Autumn, fall, hærfest, backend, Marrai’gang – this is your guide to the most underrated season of the year.
Autumn signals the annual harvest for many of the wonderful products we enjoy throughout the year at the market. This is the time our winemakers such as Bacco Wines, Eloquesta Wines and Aristotelis Ke Anthoula are busy harvesting grapes and making wine for their next vintage.
Meanwhile our nut growers like Hand N Hoe Macadamias are harvesting fresh nuts off their trees before transforming them into the raw, roasted, sweet, spreadable, salted snacks we entrust to our pantries.

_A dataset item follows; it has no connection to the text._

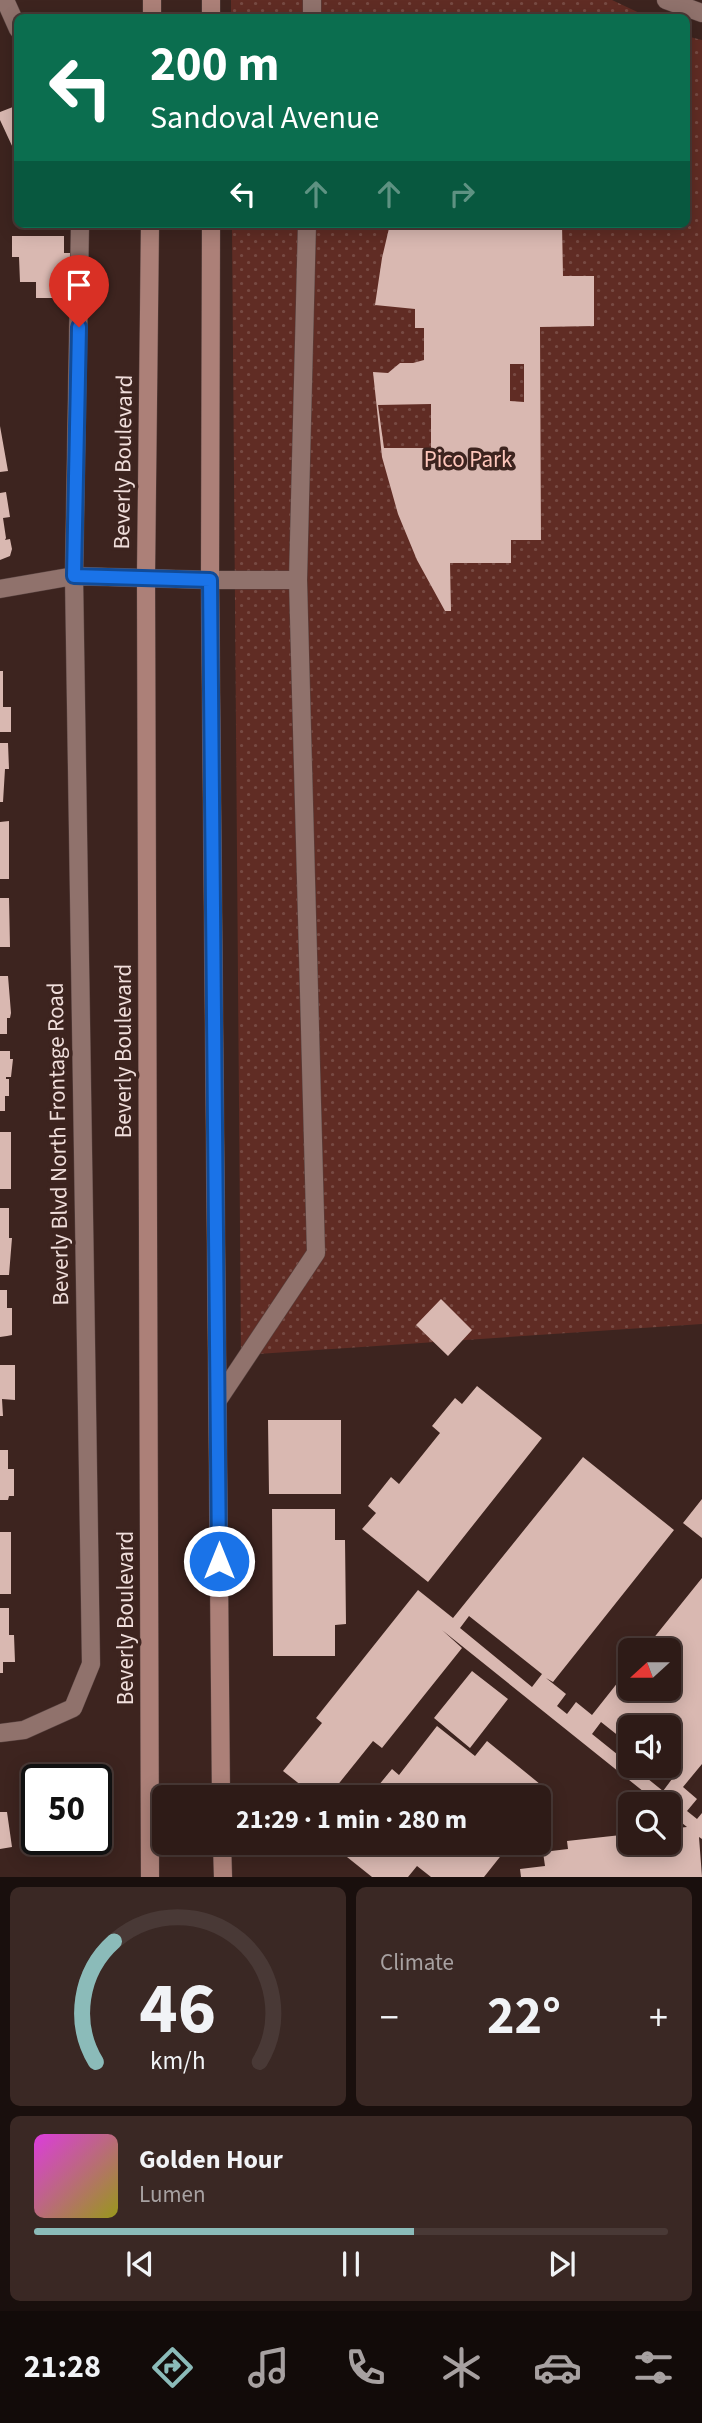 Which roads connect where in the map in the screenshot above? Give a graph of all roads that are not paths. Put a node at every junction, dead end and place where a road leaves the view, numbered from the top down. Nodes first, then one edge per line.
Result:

ALTO Olives‘ Autumn harvest sees them producing their award-winning oils, including the highly coveted Novella – this is the first pressing of their new season oil, with a fresh, green, spicy flavour – it’s only available in small quantities and for a very limited time during the season.
As we move out of late summer into the cooler autumn months, we continue to enjoy the deliciously plump ripe sweetness of the figs from Figlicious and juicy plums from Prickle Hill Produce, before making way for the crisp, tart flavours of rhubarb, apples and pears from Kurrawong Organics.
Pear tip: When they are firm and crisp, slice them raw into sharp flavoured salads to balance their sweetness or roast them in halves with verjus and thyme to be served alongside meat and fish. As they ripen, try bottling them by placing them in a tightly sealed jar covered in 50/50 sugar syrup, a vanilla bean and a dash of white wine vinegar. Place the sealed jar in boiling water and simmer gently for 1hour. Remove from the water and leave the jar to cool in a dark place. They will keep in the larder for months and are delicious served with their syrup.
Apple tip: Apples are always crisp so are fantastic grated into a slaw or sliced into a salad. As the cooler weather sets in, try baking them whole by removing the core and stuffing the cavity with raisins and spices such as cinnamon and clove. Place a dollop of butter on top, scatter with a tablespoon of brown sugar and a splash of white wine and bake for an hour in a moderate oven until the flesh is very soft and a lovely caramel has formed in the pan. Perfect with ice cream for that hot and cold kind of vibe.
Autumn sees the arrival of all the perfect veggies for cozy roasts and soups, like pumpkin, Jerusalem artichokes and squash from Block 11 Organics, along with the first bitter leaves.
Jerusalem artichoke tip: If they are shaped like an egg, you’ll want to cut them in half. If they are the little knobbly ones that look like ginger, break the nodules from each other and leave them as they are. There flavour is like a nutty potato and are perfect roasted or simmered and blended into a soup.
You’ll find fresh new season broad beans and borlotti beans either bundled together or lovingly hand-shelled by Carmel at Zavaglia’s Gourmet Produce, then pop straight to the stall next door and pick up some delicious saffron cap (pine) mushrooms from The Fungi.
The Easter season also sees an abundance of treats from our bakeries and chocolate makers, plus shoppers can fill their baskets with seasonal blooms, the best quality meats, dairy and condiments while sipping a coffee or fresh juice, and indulging in a well-earned Sat morning brunch.